• Task instructions: Only lines with the string "dead" are wanted. Pull them out of the data.
*** Records to use ***
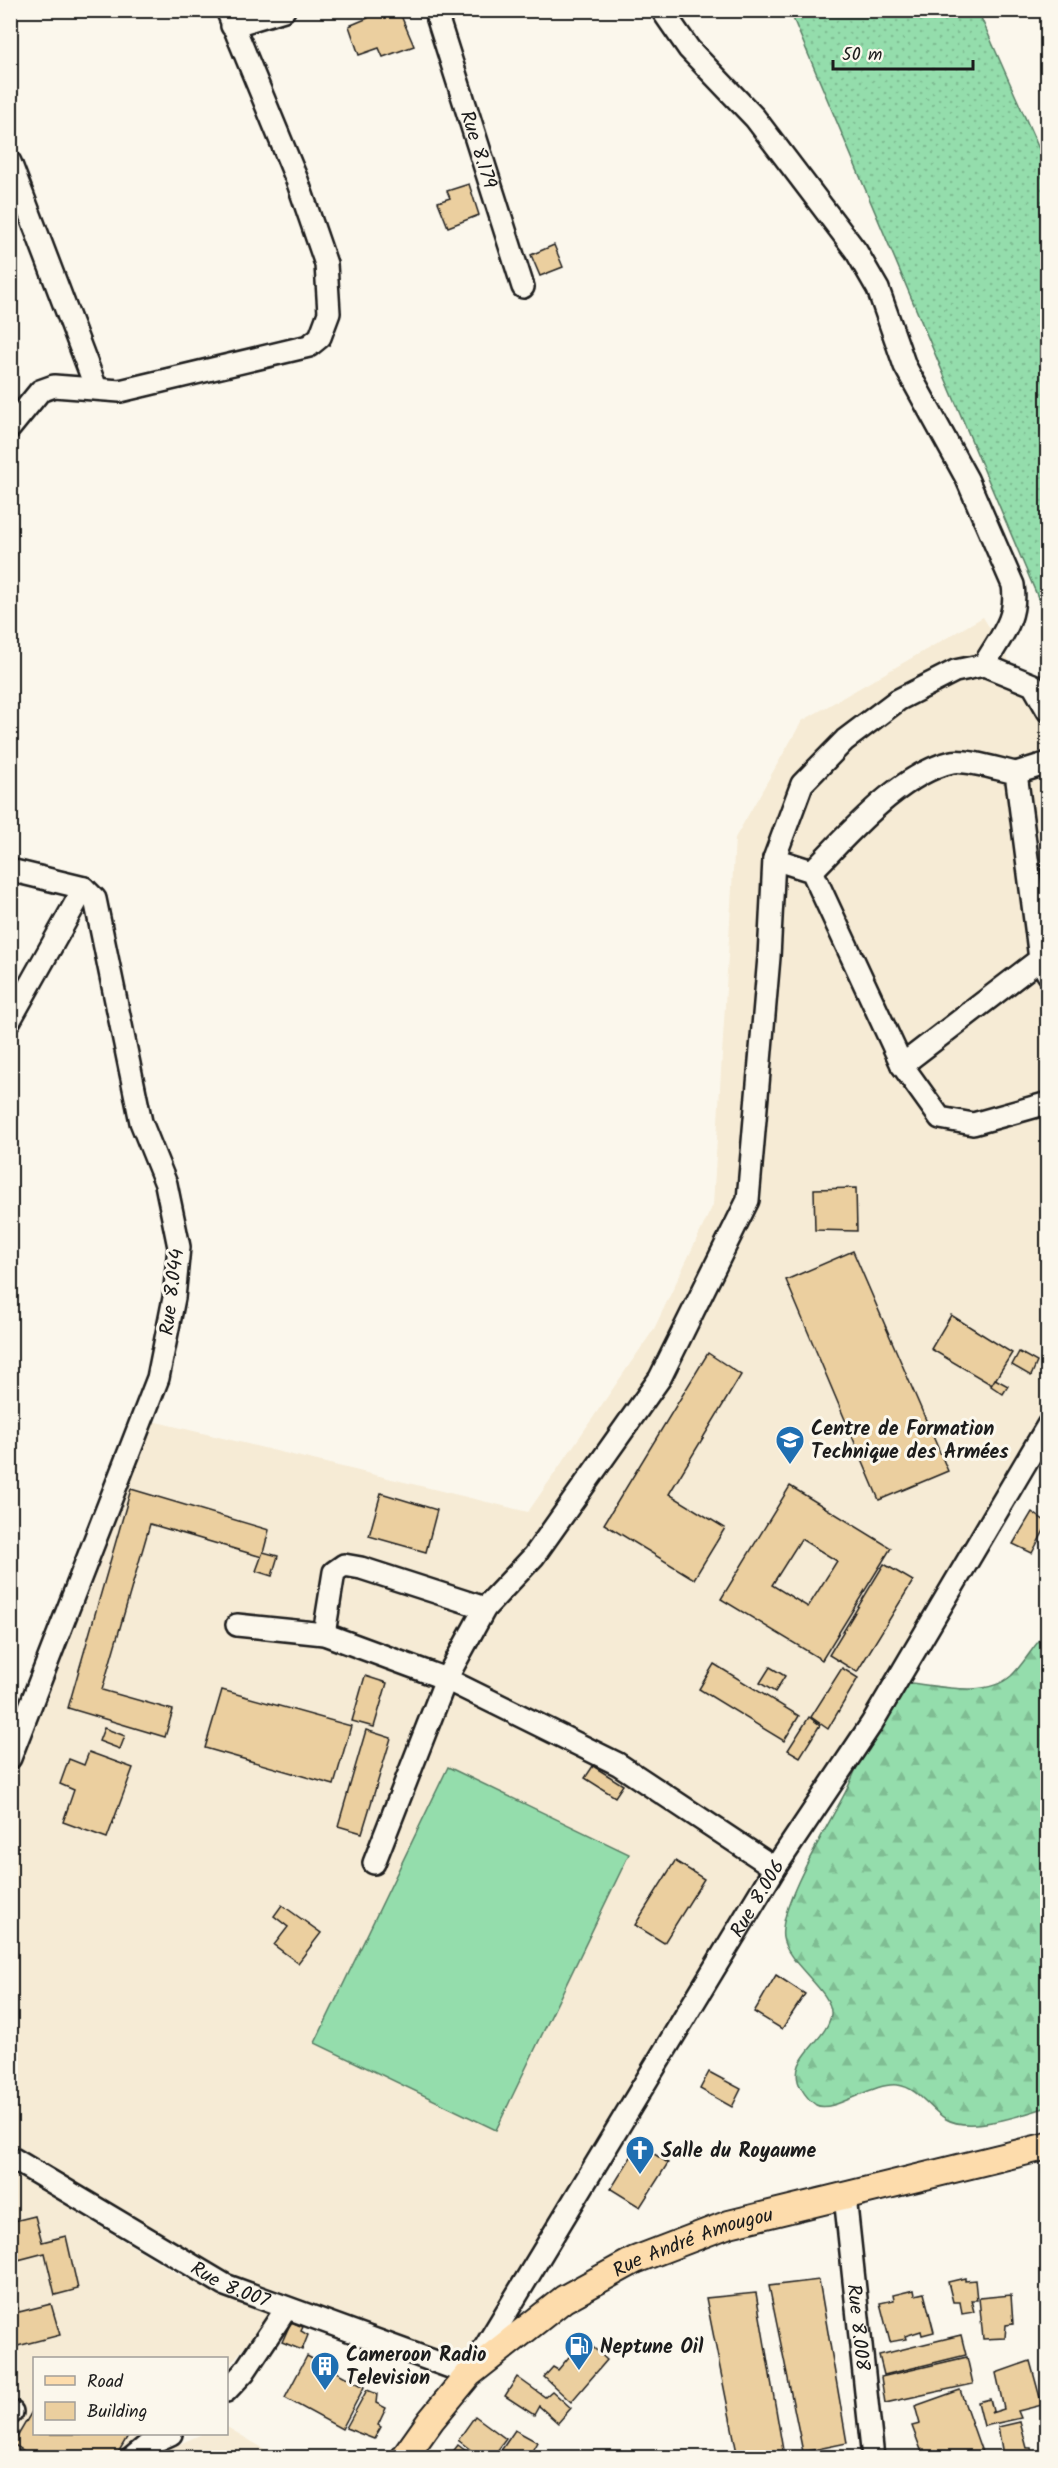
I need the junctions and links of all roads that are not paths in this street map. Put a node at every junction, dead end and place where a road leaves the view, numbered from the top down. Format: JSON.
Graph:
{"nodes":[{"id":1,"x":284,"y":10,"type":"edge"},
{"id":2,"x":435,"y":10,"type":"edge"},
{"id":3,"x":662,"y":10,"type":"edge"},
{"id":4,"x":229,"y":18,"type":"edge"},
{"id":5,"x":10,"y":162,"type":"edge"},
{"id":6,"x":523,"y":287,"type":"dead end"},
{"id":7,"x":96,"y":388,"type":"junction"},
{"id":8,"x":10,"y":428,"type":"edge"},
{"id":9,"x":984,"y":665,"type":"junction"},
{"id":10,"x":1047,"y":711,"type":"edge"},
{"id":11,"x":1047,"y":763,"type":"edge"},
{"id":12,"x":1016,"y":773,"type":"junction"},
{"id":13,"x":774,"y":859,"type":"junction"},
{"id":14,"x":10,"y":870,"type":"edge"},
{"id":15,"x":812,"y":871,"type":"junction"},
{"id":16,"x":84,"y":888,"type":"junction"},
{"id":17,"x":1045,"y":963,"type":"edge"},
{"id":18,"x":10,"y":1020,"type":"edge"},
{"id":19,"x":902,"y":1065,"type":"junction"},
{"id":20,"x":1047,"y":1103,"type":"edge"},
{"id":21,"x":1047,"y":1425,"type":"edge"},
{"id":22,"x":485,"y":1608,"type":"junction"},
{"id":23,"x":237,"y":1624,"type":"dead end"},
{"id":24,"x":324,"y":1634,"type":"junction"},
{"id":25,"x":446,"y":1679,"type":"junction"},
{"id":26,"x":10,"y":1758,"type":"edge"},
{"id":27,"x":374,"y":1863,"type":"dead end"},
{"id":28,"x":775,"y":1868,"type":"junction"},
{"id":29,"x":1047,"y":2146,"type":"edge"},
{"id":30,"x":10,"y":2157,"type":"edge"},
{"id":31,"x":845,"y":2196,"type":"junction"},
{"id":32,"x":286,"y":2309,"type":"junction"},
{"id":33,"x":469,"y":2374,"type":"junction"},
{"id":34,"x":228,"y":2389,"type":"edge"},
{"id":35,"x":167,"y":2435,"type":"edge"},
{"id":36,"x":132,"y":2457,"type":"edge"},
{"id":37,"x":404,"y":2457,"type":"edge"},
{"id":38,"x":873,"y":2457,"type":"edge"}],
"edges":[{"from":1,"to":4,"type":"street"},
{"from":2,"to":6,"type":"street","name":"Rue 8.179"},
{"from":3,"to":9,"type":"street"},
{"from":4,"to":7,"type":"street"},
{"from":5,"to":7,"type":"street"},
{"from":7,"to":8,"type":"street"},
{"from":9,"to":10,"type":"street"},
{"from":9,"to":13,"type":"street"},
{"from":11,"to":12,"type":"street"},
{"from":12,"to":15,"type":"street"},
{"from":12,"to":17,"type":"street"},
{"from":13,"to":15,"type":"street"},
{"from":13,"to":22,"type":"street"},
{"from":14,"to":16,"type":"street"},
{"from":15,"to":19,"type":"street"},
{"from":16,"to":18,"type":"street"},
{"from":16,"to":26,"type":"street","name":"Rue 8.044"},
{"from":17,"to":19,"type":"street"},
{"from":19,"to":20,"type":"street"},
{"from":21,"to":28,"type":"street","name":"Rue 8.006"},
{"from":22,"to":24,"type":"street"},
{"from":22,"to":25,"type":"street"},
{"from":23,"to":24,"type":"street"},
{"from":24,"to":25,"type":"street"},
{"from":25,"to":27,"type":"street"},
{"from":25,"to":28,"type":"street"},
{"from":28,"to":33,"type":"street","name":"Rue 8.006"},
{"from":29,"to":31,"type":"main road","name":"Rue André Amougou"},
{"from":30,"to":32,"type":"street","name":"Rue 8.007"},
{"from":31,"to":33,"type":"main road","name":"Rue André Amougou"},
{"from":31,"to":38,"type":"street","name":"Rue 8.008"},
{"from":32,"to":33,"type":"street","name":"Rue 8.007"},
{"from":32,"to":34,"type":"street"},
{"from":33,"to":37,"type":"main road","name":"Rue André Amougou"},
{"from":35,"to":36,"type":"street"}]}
***
• Written answer:
I need the junctions and links of all roads that are not paths in this street map. Put a node at every junction, dead end and place where a road leaves the view, numbered from the top down. Format: JSON.
{"id":6,"x":523,"y":287,"type":"dead end"},
{"id":23,"x":237,"y":1624,"type":"dead end"},
{"id":27,"x":374,"y":1863,"type":"dead end"},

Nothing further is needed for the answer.